Tremendous writing and outstanding performances make Thor: Ragnarok a hit.
This story picks up with Thor (Chris Hemsworth) slaying a fire demon named Surtur and once again saving Asgard. He returns home to find his brother, Loki (Tom Hiddleston), impersonating their father, Odin (Anthony Hopkins). Apparently, he was sent to Earth to live his final days. When they go to find him, they learn that his death is imminent and that will free their sister Hela the Goddess of Death (Cate Blanchett). Her plans become quickly known as she plans to bring Ragnarok and destroy Asgard. A battle ensues, and Thor ends up on the planet Sakkar. He’s immediately captured by Valkyrie (Tessa Thompson) and sold to The Grandmaster (Jeff Goldblum) so that he may battle his reigning champion who has a special connection to Thor (Psst … it’s the Hulk played by Mark Ruffalo).
Eric Pearson, Craig Kyle, and Christopher Yost all deserve a standing ovation for the storyline they developed. Rather than come up with some hero’s quest, they focused on the absurdity of our favorite Asgardian. What we have is a Thor vs. Hela storyline rife with off the wall moments and great chemistry. Some of the best written moments came when the Hulk and Thor were interacting in the Grandmasters palace. Hemsworth and Ruffalo’s chemistry had moments that reminded me of Gibson and Glover in Lethal Weapon.
Thompson’s was strong, empowered, and a bit of bad ass. She challenges Hemsworth’s character on multiple levels. For more than half of the film, Valkyrie dominates him. It was refreshing to see and enjoyable to watch.
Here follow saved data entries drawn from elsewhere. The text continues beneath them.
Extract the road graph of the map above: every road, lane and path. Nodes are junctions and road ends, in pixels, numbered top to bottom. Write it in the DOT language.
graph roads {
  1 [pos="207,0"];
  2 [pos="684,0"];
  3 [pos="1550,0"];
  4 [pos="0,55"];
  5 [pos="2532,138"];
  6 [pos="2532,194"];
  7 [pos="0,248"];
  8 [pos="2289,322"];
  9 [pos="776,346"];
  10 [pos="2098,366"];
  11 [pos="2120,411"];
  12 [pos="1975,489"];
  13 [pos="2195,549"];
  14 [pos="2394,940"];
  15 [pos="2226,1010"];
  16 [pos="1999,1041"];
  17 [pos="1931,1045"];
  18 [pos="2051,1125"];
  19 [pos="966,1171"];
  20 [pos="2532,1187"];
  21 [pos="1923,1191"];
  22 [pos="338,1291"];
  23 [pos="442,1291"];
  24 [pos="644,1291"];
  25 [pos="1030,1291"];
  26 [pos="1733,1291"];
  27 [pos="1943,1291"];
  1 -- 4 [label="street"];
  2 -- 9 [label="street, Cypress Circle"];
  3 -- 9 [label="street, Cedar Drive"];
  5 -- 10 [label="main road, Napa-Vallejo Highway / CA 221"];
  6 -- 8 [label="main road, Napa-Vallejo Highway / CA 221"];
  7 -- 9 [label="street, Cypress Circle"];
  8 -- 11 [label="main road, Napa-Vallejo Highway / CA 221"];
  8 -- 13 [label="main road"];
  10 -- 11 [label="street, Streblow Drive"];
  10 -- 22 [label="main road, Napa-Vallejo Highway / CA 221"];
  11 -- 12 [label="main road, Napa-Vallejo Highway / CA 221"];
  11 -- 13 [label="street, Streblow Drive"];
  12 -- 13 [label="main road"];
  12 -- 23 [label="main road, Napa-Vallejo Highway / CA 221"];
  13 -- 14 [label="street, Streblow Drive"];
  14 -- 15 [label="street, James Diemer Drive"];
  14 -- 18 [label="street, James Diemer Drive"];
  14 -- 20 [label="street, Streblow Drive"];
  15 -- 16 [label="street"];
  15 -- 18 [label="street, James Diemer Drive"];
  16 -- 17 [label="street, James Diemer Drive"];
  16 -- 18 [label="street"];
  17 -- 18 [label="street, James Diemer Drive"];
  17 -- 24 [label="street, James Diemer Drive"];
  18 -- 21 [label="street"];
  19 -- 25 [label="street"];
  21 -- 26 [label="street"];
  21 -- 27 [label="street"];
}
Taika Waititi got more out Hemsworth and Ruffalo than any of the previous Marvel releases. One would have to surmise he saw the clips of Hulk saying “Puny God” after demolishing Loki and Thor being wholly oblivious and realized he could use it to his advantage. Waititi allows these characters to embrace the absurdity of their circumstances. Sakkar is a planet that worships the Hulk in a way no planet would. Ruffalo’s character still believes that he can’t co-exist with the people of Earth. On this battle planet, they have parades that honor him and sculptures made of his likeness. For someone who is feeling low, Sakkar is the perfect pick me up.
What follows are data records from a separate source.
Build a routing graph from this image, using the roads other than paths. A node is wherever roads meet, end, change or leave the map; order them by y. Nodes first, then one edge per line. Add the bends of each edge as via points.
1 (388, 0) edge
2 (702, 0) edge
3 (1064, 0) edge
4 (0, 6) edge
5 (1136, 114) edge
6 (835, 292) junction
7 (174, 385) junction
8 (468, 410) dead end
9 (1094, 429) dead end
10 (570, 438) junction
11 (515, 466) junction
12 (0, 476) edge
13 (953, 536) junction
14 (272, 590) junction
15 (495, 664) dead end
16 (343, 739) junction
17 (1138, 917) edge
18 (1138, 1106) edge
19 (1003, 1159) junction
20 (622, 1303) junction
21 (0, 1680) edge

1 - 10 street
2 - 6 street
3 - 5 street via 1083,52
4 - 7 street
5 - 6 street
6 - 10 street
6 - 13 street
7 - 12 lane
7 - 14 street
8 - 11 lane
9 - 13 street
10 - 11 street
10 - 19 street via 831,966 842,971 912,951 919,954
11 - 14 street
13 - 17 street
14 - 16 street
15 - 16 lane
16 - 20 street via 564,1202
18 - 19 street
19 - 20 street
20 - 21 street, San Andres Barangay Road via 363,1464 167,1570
Thor has spent the majority of his previous Marvel films being the most dominant character on screen. Now he doesn’t have control of what he can do from one minute to the next. Each of these characters finds humor in their respective circumstances which sets this release apart from any number of the previous films.
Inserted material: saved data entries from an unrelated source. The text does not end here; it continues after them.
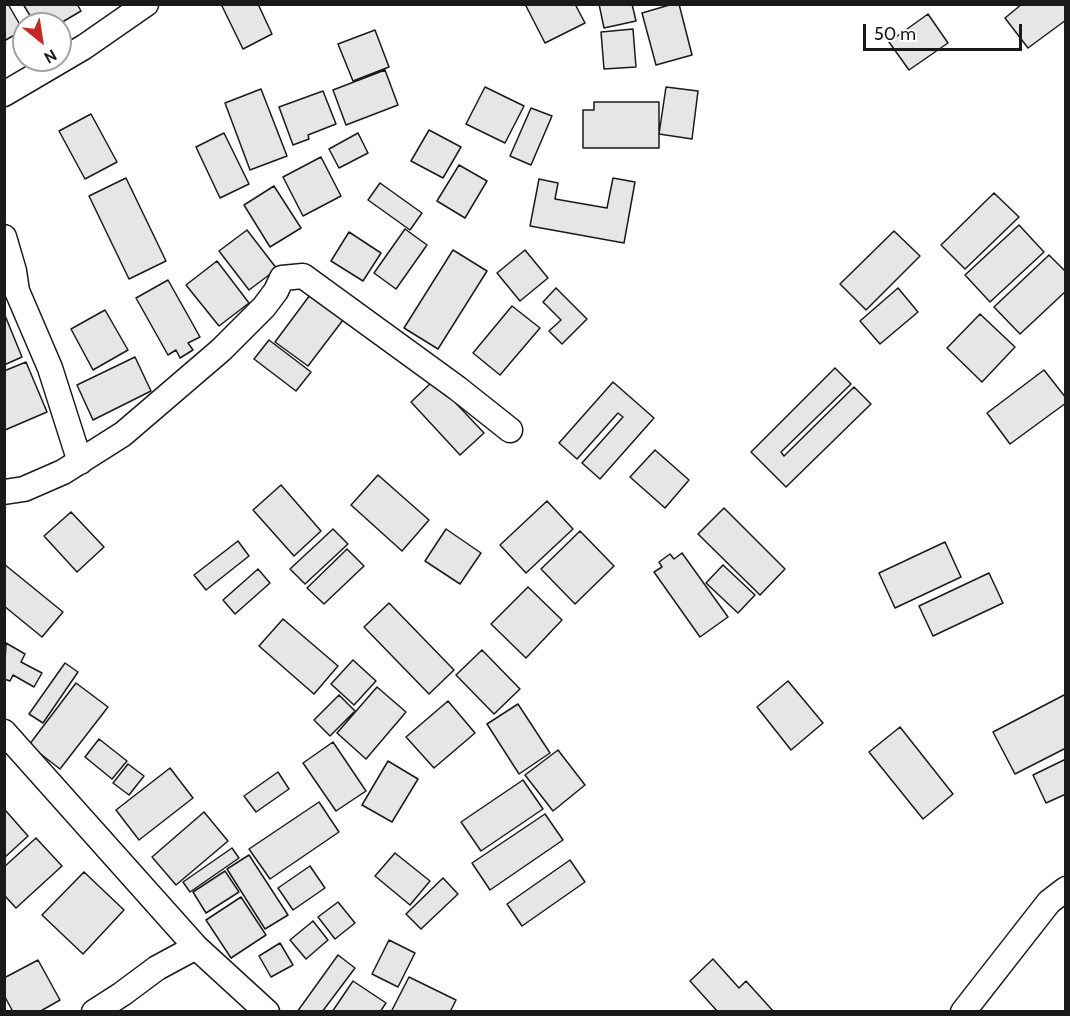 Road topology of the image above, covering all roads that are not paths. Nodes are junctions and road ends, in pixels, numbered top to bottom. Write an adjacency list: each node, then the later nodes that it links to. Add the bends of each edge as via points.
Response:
1 (146, 4): 2 (street, via 84,47)
2 (4, 94)
3 (4, 237): 5 (street, via 17,291 50,368)
4 (510, 430): 5 (street, via 303,276 282,278 264,307 221,350 123,434)
5 (80, 462): 6 (street, via 24,489)
6 (4, 492)
7 (4, 732): 9 (street)
8 (1065, 889): 12 (street, via 1049,902)
9 (196, 947): 10 (street); 11 (street)
10 (94, 1011)
11 (267, 1011)
12 (963, 1011)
Mayes C Rubeo and Beverly Dunn deserve recognition as well. The set designs and costumes in the film were so fun and added another element to the film. The vibrant color choices and the architecture of the Grand Masters palace were highlights for me.
The most prominent part that stood out to me was how conflicted Ruffalo’s character was in the film. It’s easy to see that being the Hulk and Dr. Banner is starting to wear thin. He’s frightened by the idea that he may one day transform and never return. Hopefully, they dive deeper into this narrative during Avengers: Infinity War.
The color palette in this film was terrific and brought such vibrancy to each scene.
Blanchett’s portrayal of Hela is twisted and stands out as one of the best villains in the Marvel universe to date.
The cameos are some of the best of any Marvel film.
What Didn’t Work
Thor: Ragnarok has some elements of predictability to the plot.
Thor: Ragnarok is the first Marvel release that made me want to start reading comic books. Waititi’s approach has created a film which is full of visual splendor yet rooted in Thor’s rich history. No one needs to be a comic book historian to enjoy this release. The bottom line is the film is highly entertaining and should be seen ASAP.